The foundation and a representative for Wenner, 77, did not immediately respond to requests for comment.
The Times interview coincided with the upcoming release this month of Wenner’s book “The Masters,” a compilation of his interviews over the years with music greats Bob Dylan, Jerry Garcia, Mick Jagger, John Lennon, Bruce Springsteen, Pete Townshend and U2’s Bono — all of whom are White and male.
When asked by Times reporter David Marchese why he did not include female artists or people or color on his list of rock legends, Wenner responded, “Insofar as the women, just none of them were as articulate enough on this intellectual level.”
He went on to state that female artists such as Joni Mitchell did not meet his criteria to be considered a “philosopher of rock ’n’ roll.”
“She didn’t, in my mind, meet that test,” Wenner said. “Not by her work, not by other interviews she did. The people I interviewed were the kind of philosophers of rock.”
Regarding artists of color, he continued: “Of Black artists — you know, Stevie Wonder, genius, right? I suppose when you use a word as broad as ‘masters,’ the fault is using that word. Maybe Marvin Gaye, or Curtis Mayfield? I mean, they just didn’t articulate at that level.”

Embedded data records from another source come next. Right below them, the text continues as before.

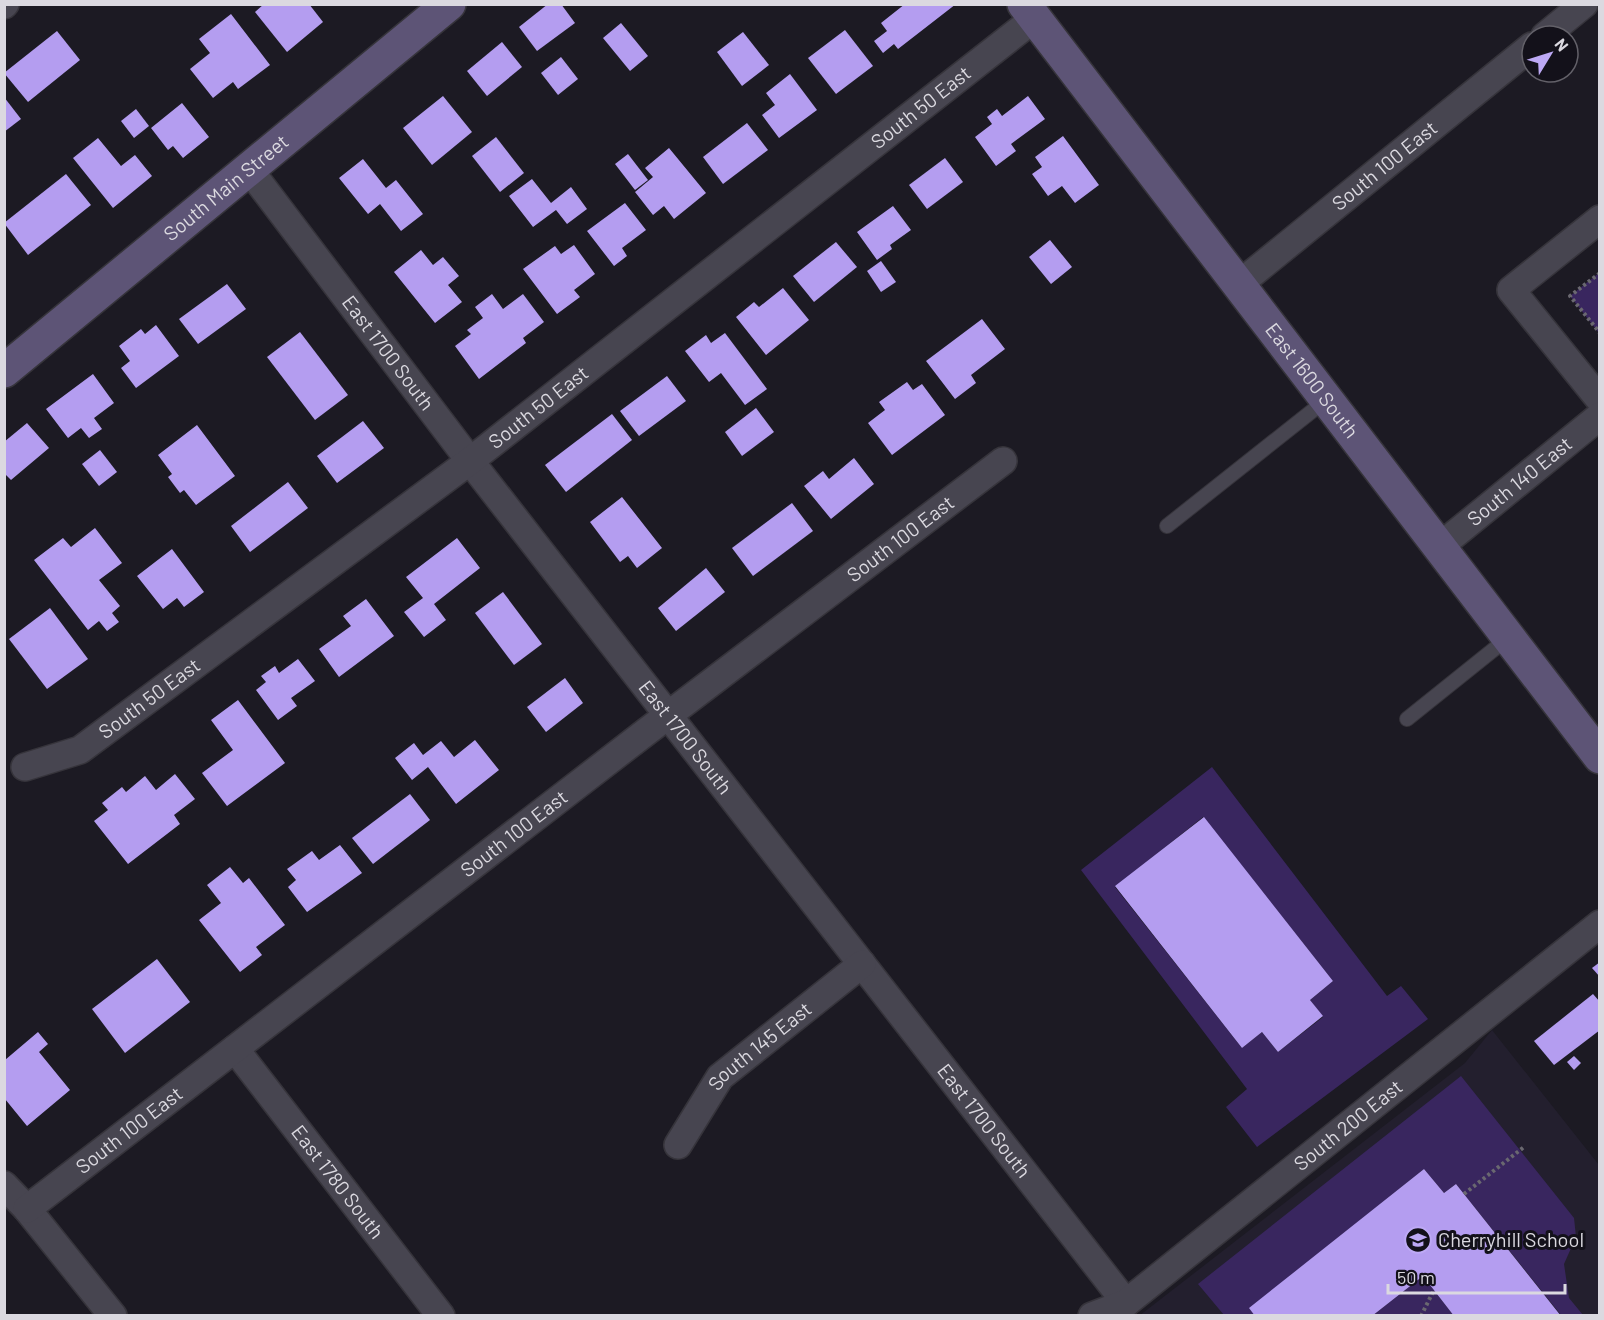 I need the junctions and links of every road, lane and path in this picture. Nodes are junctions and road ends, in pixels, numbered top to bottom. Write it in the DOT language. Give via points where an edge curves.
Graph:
graph roads {
  1 [pos="449,4"];
  2 [pos="1584,4"];
  3 [pos="1028,9"];
  4 [pos="1560,24"];
  5 [pos="1520,56"];
  6 [pos="248,168"];
  7 [pos="1599,219"];
  8 [pos="1599,273"];
  9 [pos="1238,285"];
  10 [pos="1599,333"];
  11 [pos="4,371"];
  12 [pos="1326,400"];
  13 [pos="1599,400"];
  14 [pos="1599,416"];
  15 [pos="470,461"];
  16 [pos="1003,462"];
  17 [pos="1167,526"];
  18 [pos="1439,547"];
  19 [pos="1508,638"];
  20 [pos="668,715"];
  21 [pos="1407,719"];
  22 [pos="1599,757"];
  23 [pos="25,766"];
  24 [pos="1599,924"];
  25 [pos="862,964"];
  26 [pos="235,1049"];
  27 [pos="678,1145"];
  28 [pos="1524,1147"];
  29 [pos="4,1185"];
  30 [pos="1464,1194"];
  31 [pos="27,1209"];
  32 [pos="1434,1290"];
  33 [pos="1126,1304"];
  34 [pos="113,1316"];
  35 [pos="441,1316"];
  36 [pos="1092,1316"];
  37 [pos="1421,1316"];
  1 -- 6 [label="street, South Main Street"];
  2 -- 4 [label="street"];
  3 -- 9 [label="street, East 1600 South"];
  3 -- 15 [label="street, South 50 East"];
  5 -- 9 [label="street, South 100 East"];
  6 -- 11 [label="street, South Main Street"];
  6 -- 15 [label="street, East 1700 South"];
  7 -- 13 [label="street" via="1511,290"];
  8 -- 10 [label="path" via="1570,296"];
  9 -- 12 [label="street, East 1600 South"];
  12 -- 17 [label="lane"];
  12 -- 18 [label="street, East 1600 South"];
  14 -- 18 [label="street, South 140 East"];
  15 -- 20 [label="street, East 1700 South"];
  15 -- 23 [label="street, South 50 East" via="80,750"];
  16 -- 20 [label="street, South 100 East"];
  18 -- 19 [label="street, East 1600 South"];
  19 -- 21 [label="lane"];
  19 -- 22 [label="street, East 1600 South"];
  20 -- 25 [label="street, East 1700 South"];
  20 -- 26 [label="street, South 100 East"];
  24 -- 33 [label="street, South 200 East"];
  25 -- 27 [label="street, South 145 East" via="720,1077"];
  25 -- 33 [label="street, East 1700 South"];
  26 -- 31 [label="street, South 100 East"];
  26 -- 35 [label="street, East 1780 South"];
  28 -- 30 [label="path"];
  29 -- 31 [label="street"];
  31 -- 34 [label="street"];
  32 -- 37 [label="path"];
  33 -- 36 [label="street, South 200 East"];
} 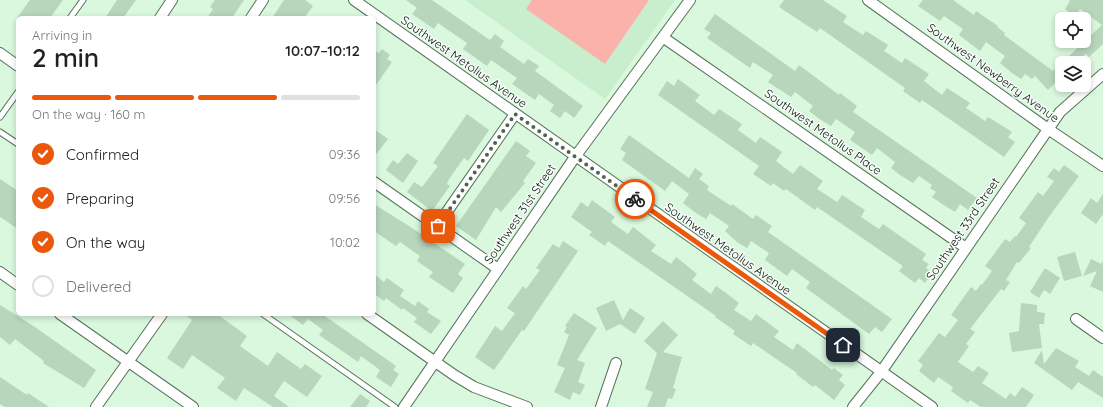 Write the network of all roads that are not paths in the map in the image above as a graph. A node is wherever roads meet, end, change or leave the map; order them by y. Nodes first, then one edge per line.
1 (83, 0) edge
2 (172, 0) edge
3 (263, 0) edge
4 (354, 0) edge
5 (690, 0) edge
6 (868, 0) edge
7 (71, 16) edge
8 (161, 16) edge
9 (252, 16) edge
10 (374, 16) edge
11 (376, 17) edge
12 (664, 38) junction
13 (0, 53) edge
14 (16, 65) edge
15 (1103, 74) edge
16 (16, 95) edge
17 (515, 114) junction
18 (0, 117) edge
19 (1048, 129) junction
20 (0, 132) edge
21 (16, 143) edge
22 (575, 157) junction
23 (1103, 166) edge
24 (376, 183) edge
25 (438, 226) junction
26 (966, 248) junction
27 (498, 270) junction
28 (0, 272) edge
29 (16, 284) edge
30 (63, 316) edge
31 (161, 316) edge
32 (267, 316) edge
33 (370, 316) edge
34 (1076, 320) dead end
35 (1103, 338) edge
36 (129, 361) junction
37 (435, 362) junction
38 (616, 363) dead end
39 (881, 372) junction
40 (96, 407) edge
41 (193, 407) edge
42 (395, 407) edge
43 (404, 407) edge
44 (527, 407) edge
45 (601, 407) edge
46 (853, 407) edge
47 (932, 407) edge

1 - 7 lane
2 - 8 street
3 - 9 street
4 - 10 street, Southwest Metolius Avenue
5 - 12 street, Southwest 31st Street
6 - 19 street, Southwest Newberry Avenue
11 - 17 street, Southwest Metolius Avenue
12 - 22 street, Southwest 31st Street
12 - 26 street, Southwest Metolius Place
13 - 14 street
15 - 19 street, Southwest 33rd Street
16 - 18 lane
17 - 22 street, Southwest Metolius Avenue
17 - 25 street
19 - 23 street, Southwest Newberry Avenue
19 - 26 street, Southwest 33rd Street
20 - 21 lane
22 - 27 street, Southwest 31st Street
22 - 39 street, Southwest Metolius Avenue
24 - 25 street
25 - 27 street
26 - 39 street, Southwest 33rd Street
27 - 37 street, Southwest 31st Street
28 - 29 street
30 - 36 street
31 - 36 street
32 - 42 lane
33 - 37 street
34 - 35 street
36 - 40 street
36 - 41 street
37 - 43 street, Southwest 31st Street
37 - 44 street
38 - 45 street
39 - 46 street, Southwest 33rd Street
39 - 47 street, Southwest Metolius Avenue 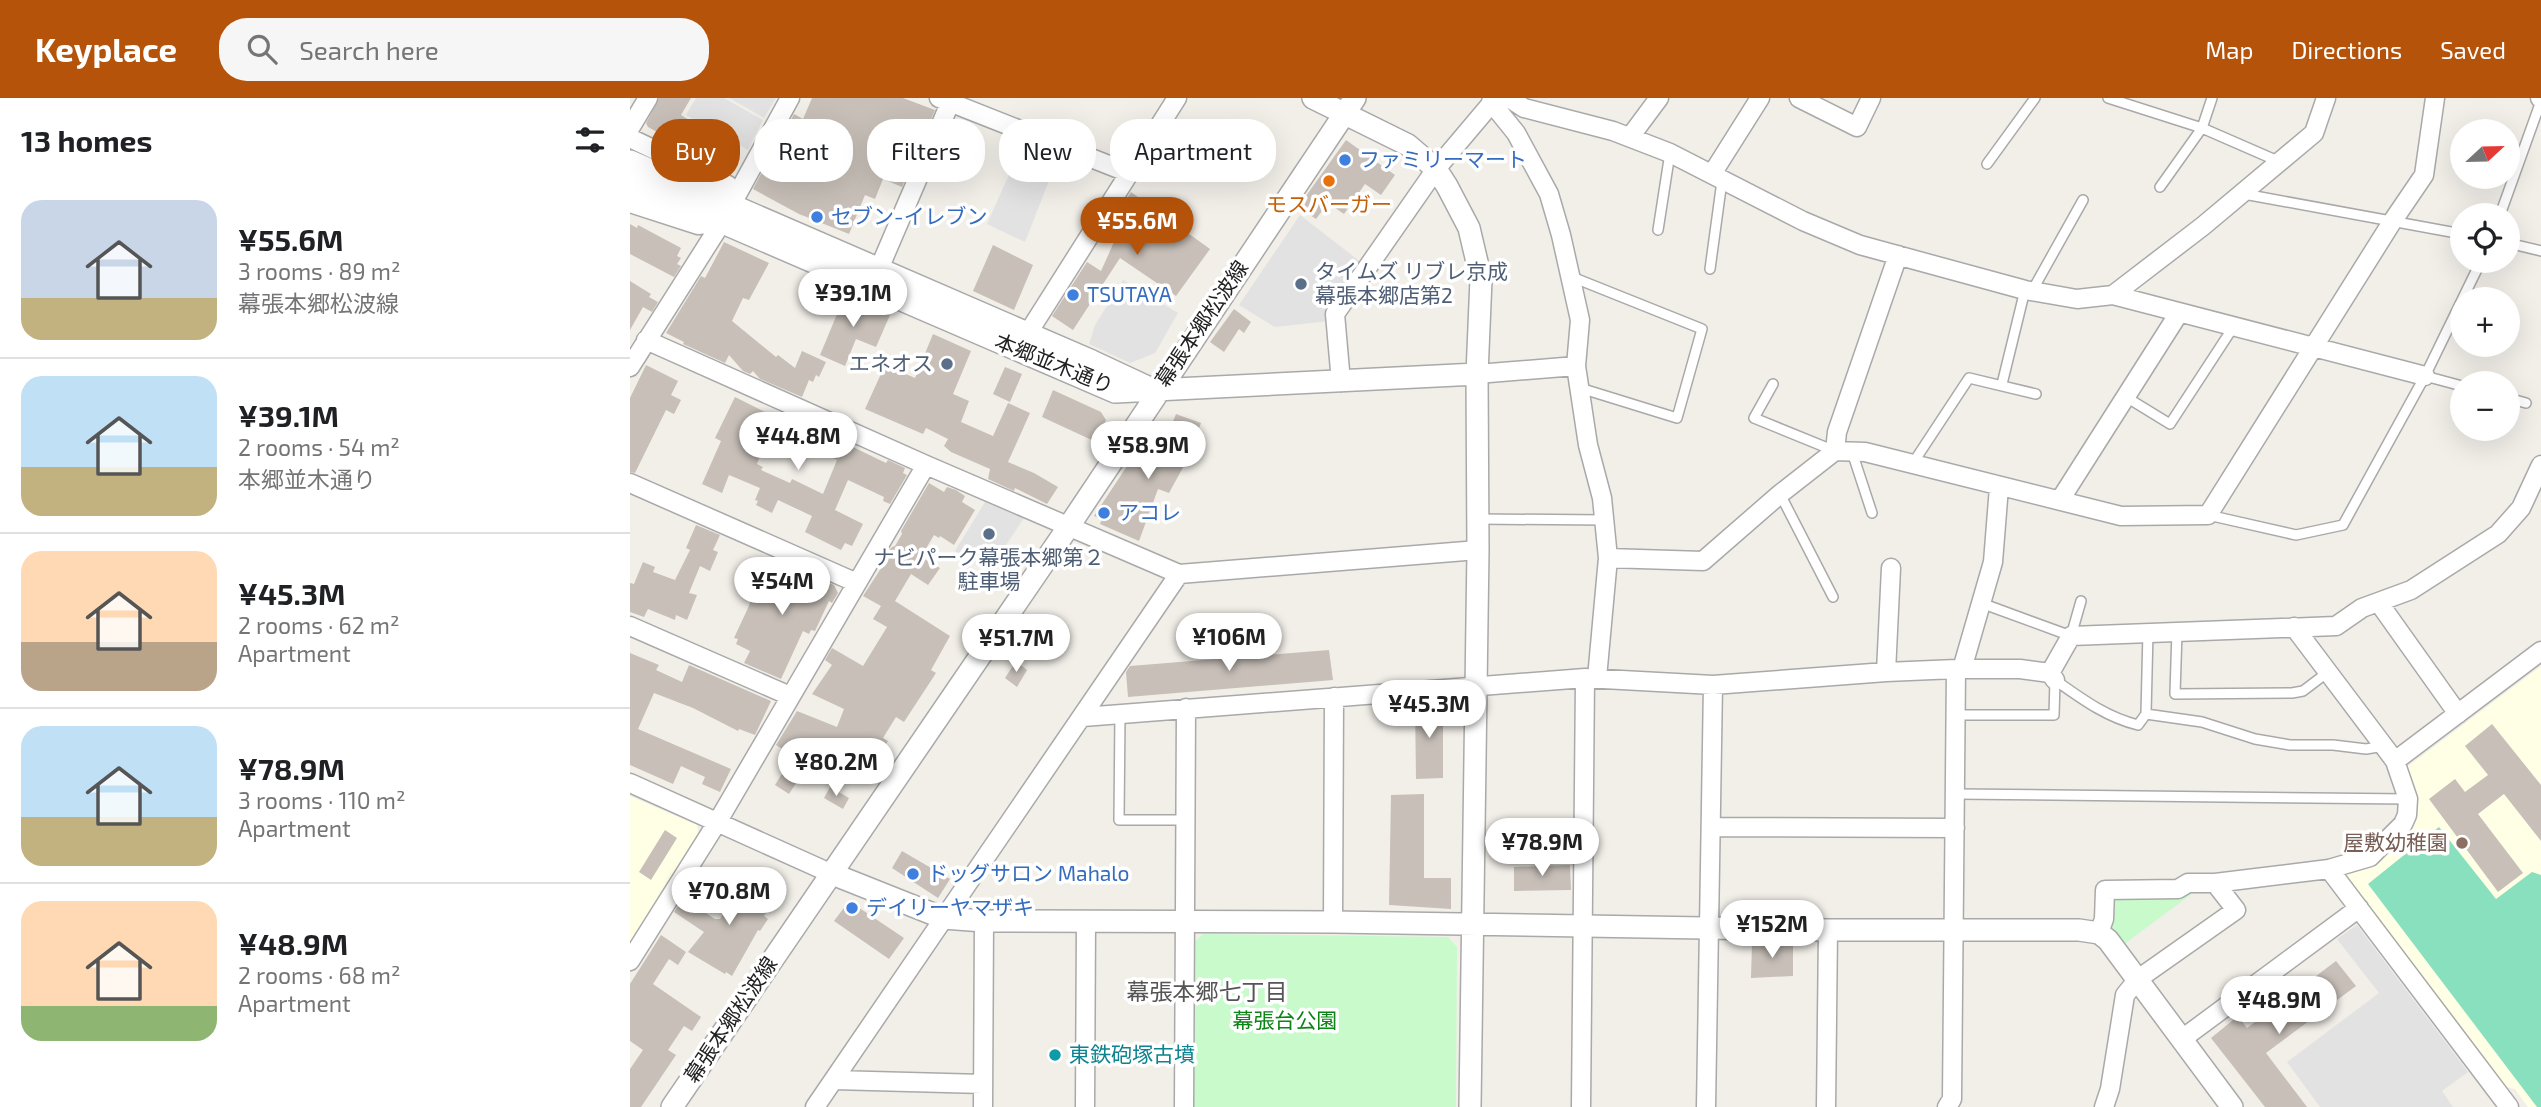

Wenner’s remarks drew immediate backlash online and beyond. The Montclair Literary Festival in New Jersey, where he was slated to be a celebrity guest, canceled a Sept. 28 promotion for his book.
On social media, commentators resurfaced past criticism of his previous writing and Rolling Stone’s coverage of female artists under his guidance.
Rock critic Jessica Hopper quipped that “The Masters” would be more aptly titled “The Misters.” And Joe Hagan, a writer for Vanity Fair who published a critical biography of Wenner titled “Sticky Fingers” in 2017, tweeted that Rolling Stone under Wenner was rampant with chauvinism.
Wenner founded Rolling Stone in 1967 with Ralph J. Gleason and spent decades at the helm before leaving the magazine in 2019. He was also among the group of music and media executives who established the Rock & Roll Hall of Fame Foundation in 1983.
The hall has also been criticized for its relative lack of female and minority inductees, with some recent improvement. According to reporting by the L.A. Times, the 2023 class of inductees was the most varied in the organization’s history, with women and musicians of color outnumbering White men.
However, among the 719 inductees to the Rock & Roll Hall of Fame in all categories as of early 2023, only 61 are women, according to Hopper. Meanwhile, “the percentage of total people of color in the hall has declined every year,” down from 55.8 percent in 1989 to 32.7 percent in 2019, pop culture scholar and hall voter Evelyn McDonnell wrote that year.
Wenner was inducted into the hall as a non-performer in 2004.